▶ [Saved data entries]:
┌──
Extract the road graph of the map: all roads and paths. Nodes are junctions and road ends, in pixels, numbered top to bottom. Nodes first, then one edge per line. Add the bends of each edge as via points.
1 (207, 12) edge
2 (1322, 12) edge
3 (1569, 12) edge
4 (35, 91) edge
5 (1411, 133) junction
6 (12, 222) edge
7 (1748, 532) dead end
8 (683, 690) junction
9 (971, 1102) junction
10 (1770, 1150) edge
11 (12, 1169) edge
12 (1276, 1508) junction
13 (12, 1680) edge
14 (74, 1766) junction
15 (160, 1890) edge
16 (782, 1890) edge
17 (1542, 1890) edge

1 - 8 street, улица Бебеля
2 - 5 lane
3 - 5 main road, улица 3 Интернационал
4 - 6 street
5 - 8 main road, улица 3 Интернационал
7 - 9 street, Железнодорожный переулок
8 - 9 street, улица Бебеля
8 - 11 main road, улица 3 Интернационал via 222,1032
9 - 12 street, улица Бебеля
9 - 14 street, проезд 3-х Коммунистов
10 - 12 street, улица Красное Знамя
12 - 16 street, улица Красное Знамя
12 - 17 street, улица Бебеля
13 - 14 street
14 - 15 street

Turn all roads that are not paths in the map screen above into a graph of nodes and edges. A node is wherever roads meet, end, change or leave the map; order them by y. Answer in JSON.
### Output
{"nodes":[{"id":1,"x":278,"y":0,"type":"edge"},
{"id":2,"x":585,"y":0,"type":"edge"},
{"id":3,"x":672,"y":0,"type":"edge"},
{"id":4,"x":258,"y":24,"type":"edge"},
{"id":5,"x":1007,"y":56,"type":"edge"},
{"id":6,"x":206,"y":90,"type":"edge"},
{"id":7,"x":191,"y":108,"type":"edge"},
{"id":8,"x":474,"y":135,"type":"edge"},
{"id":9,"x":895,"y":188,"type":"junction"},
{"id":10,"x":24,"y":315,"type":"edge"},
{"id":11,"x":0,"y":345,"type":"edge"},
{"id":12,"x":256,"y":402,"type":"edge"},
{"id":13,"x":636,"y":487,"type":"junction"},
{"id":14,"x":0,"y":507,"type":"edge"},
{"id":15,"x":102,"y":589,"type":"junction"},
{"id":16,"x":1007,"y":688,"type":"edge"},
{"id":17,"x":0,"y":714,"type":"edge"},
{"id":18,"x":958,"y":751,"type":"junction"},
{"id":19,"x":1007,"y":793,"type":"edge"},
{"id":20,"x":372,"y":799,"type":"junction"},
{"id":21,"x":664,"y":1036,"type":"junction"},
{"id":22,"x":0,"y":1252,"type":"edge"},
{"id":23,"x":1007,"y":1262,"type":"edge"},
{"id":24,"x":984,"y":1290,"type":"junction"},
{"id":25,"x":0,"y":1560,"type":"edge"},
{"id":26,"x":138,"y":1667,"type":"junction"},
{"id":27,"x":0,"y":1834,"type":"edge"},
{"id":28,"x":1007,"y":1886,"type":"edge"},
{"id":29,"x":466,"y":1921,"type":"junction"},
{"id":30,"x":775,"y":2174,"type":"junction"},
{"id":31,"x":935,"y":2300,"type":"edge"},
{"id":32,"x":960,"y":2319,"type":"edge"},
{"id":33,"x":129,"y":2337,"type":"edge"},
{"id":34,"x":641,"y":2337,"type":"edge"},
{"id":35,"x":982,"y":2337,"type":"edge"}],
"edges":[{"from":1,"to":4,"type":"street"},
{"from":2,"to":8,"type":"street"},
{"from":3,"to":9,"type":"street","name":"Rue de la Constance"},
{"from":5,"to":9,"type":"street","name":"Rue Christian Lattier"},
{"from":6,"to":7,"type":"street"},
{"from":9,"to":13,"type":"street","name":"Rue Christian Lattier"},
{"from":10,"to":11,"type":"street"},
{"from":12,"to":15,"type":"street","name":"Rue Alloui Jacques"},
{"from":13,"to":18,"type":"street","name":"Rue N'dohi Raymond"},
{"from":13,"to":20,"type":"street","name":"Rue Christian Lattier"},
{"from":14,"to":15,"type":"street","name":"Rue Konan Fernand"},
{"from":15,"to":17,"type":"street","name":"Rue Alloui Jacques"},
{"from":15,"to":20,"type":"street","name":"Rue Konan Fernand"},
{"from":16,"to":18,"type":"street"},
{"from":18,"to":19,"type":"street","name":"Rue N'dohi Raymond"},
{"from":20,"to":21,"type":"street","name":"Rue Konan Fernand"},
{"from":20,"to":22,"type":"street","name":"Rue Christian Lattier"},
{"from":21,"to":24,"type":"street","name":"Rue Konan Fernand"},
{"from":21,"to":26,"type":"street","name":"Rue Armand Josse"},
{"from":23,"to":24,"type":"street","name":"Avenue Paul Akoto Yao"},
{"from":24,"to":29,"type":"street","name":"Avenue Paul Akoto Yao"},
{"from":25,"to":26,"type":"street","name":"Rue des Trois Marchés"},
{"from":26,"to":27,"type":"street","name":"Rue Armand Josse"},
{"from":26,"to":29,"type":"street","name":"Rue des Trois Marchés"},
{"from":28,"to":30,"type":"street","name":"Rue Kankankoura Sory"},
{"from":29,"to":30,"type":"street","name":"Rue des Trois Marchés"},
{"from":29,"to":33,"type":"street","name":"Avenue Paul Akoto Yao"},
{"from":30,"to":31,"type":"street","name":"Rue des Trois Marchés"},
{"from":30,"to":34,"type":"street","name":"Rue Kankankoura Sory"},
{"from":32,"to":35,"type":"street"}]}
└──
Exactly as they stand, repeat all the records.

▶ [SOLUTION]:
Extract the road graph of the map: all roads and paths. Nodes are junctions and road ends, in pixels, numbered top to bottom. Nodes first, then one edge per line. Add the bends of each edge as via points.
1 (207, 12) edge
2 (1322, 12) edge
3 (1569, 12) edge
4 (35, 91) edge
5 (1411, 133) junction
6 (12, 222) edge
7 (1748, 532) dead end
8 (683, 690) junction
9 (971, 1102) junction
10 (1770, 1150) edge
11 (12, 1169) edge
12 (1276, 1508) junction
13 (12, 1680) edge
14 (74, 1766) junction
15 (160, 1890) edge
16 (782, 1890) edge
17 (1542, 1890) edge

1 - 8 street, улица Бебеля
2 - 5 lane
3 - 5 main road, улица 3 Интернационал
4 - 6 street
5 - 8 main road, улица 3 Интернационал
7 - 9 street, Железнодорожный переулок
8 - 9 street, улица Бебеля
8 - 11 main road, улица 3 Интернационал via 222,1032
9 - 12 street, улица Бебеля
9 - 14 street, проезд 3-х Коммунистов
10 - 12 street, улица Красное Знамя
12 - 16 street, улица Красное Знамя
12 - 17 street, улица Бебеля
13 - 14 street
14 - 15 street

Turn all roads that are not paths in the map screen above into a graph of nodes and edges. A node is wherever roads meet, end, change or leave the map; order them by y. Answer in JSON.
### Output
{"nodes":[{"id":1,"x":278,"y":0,"type":"edge"},
{"id":2,"x":585,"y":0,"type":"edge"},
{"id":3,"x":672,"y":0,"type":"edge"},
{"id":4,"x":258,"y":24,"type":"edge"},
{"id":5,"x":1007,"y":56,"type":"edge"},
{"id":6,"x":206,"y":90,"type":"edge"},
{"id":7,"x":191,"y":108,"type":"edge"},
{"id":8,"x":474,"y":135,"type":"edge"},
{"id":9,"x":895,"y":188,"type":"junction"},
{"id":10,"x":24,"y":315,"type":"edge"},
{"id":11,"x":0,"y":345,"type":"edge"},
{"id":12,"x":256,"y":402,"type":"edge"},
{"id":13,"x":636,"y":487,"type":"junction"},
{"id":14,"x":0,"y":507,"type":"edge"},
{"id":15,"x":102,"y":589,"type":"junction"},
{"id":16,"x":1007,"y":688,"type":"edge"},
{"id":17,"x":0,"y":714,"type":"edge"},
{"id":18,"x":958,"y":751,"type":"junction"},
{"id":19,"x":1007,"y":793,"type":"edge"},
{"id":20,"x":372,"y":799,"type":"junction"},
{"id":21,"x":664,"y":1036,"type":"junction"},
{"id":22,"x":0,"y":1252,"type":"edge"},
{"id":23,"x":1007,"y":1262,"type":"edge"},
{"id":24,"x":984,"y":1290,"type":"junction"},
{"id":25,"x":0,"y":1560,"type":"edge"},
{"id":26,"x":138,"y":1667,"type":"junction"},
{"id":27,"x":0,"y":1834,"type":"edge"},
{"id":28,"x":1007,"y":1886,"type":"edge"},
{"id":29,"x":466,"y":1921,"type":"junction"},
{"id":30,"x":775,"y":2174,"type":"junction"},
{"id":31,"x":935,"y":2300,"type":"edge"},
{"id":32,"x":960,"y":2319,"type":"edge"},
{"id":33,"x":129,"y":2337,"type":"edge"},
{"id":34,"x":641,"y":2337,"type":"edge"},
{"id":35,"x":982,"y":2337,"type":"edge"}],
"edges":[{"from":1,"to":4,"type":"street"},
{"from":2,"to":8,"type":"street"},
{"from":3,"to":9,"type":"street","name":"Rue de la Constance"},
{"from":5,"to":9,"type":"street","name":"Rue Christian Lattier"},
{"from":6,"to":7,"type":"street"},
{"from":9,"to":13,"type":"street","name":"Rue Christian Lattier"},
{"from":10,"to":11,"type":"street"},
{"from":12,"to":15,"type":"street","name":"Rue Alloui Jacques"},
{"from":13,"to":18,"type":"street","name":"Rue N'dohi Raymond"},
{"from":13,"to":20,"type":"street","name":"Rue Christian Lattier"},
{"from":14,"to":15,"type":"street","name":"Rue Konan Fernand"},
{"from":15,"to":17,"type":"street","name":"Rue Alloui Jacques"},
{"from":15,"to":20,"type":"street","name":"Rue Konan Fernand"},
{"from":16,"to":18,"type":"street"},
{"from":18,"to":19,"type":"street","name":"Rue N'dohi Raymond"},
{"from":20,"to":21,"type":"street","name":"Rue Konan Fernand"},
{"from":20,"to":22,"type":"street","name":"Rue Christian Lattier"},
{"from":21,"to":24,"type":"street","name":"Rue Konan Fernand"},
{"from":21,"to":26,"type":"street","name":"Rue Armand Josse"},
{"from":23,"to":24,"type":"street","name":"Avenue Paul Akoto Yao"},
{"from":24,"to":29,"type":"street","name":"Avenue Paul Akoto Yao"},
{"from":25,"to":26,"type":"street","name":"Rue des Trois Marchés"},
{"from":26,"to":27,"type":"street","name":"Rue Armand Josse"},
{"from":26,"to":29,"type":"street","name":"Rue des Trois Marchés"},
{"from":28,"to":30,"type":"street","name":"Rue Kankankoura Sory"},
{"from":29,"to":30,"type":"street","name":"Rue des Trois Marchés"},
{"from":29,"to":33,"type":"street","name":"Avenue Paul Akoto Yao"},
{"from":30,"to":31,"type":"street","name":"Rue des Trois Marchés"},
{"from":30,"to":34,"type":"street","name":"Rue Kankankoura Sory"},
{"from":32,"to":35,"type":"street"}]}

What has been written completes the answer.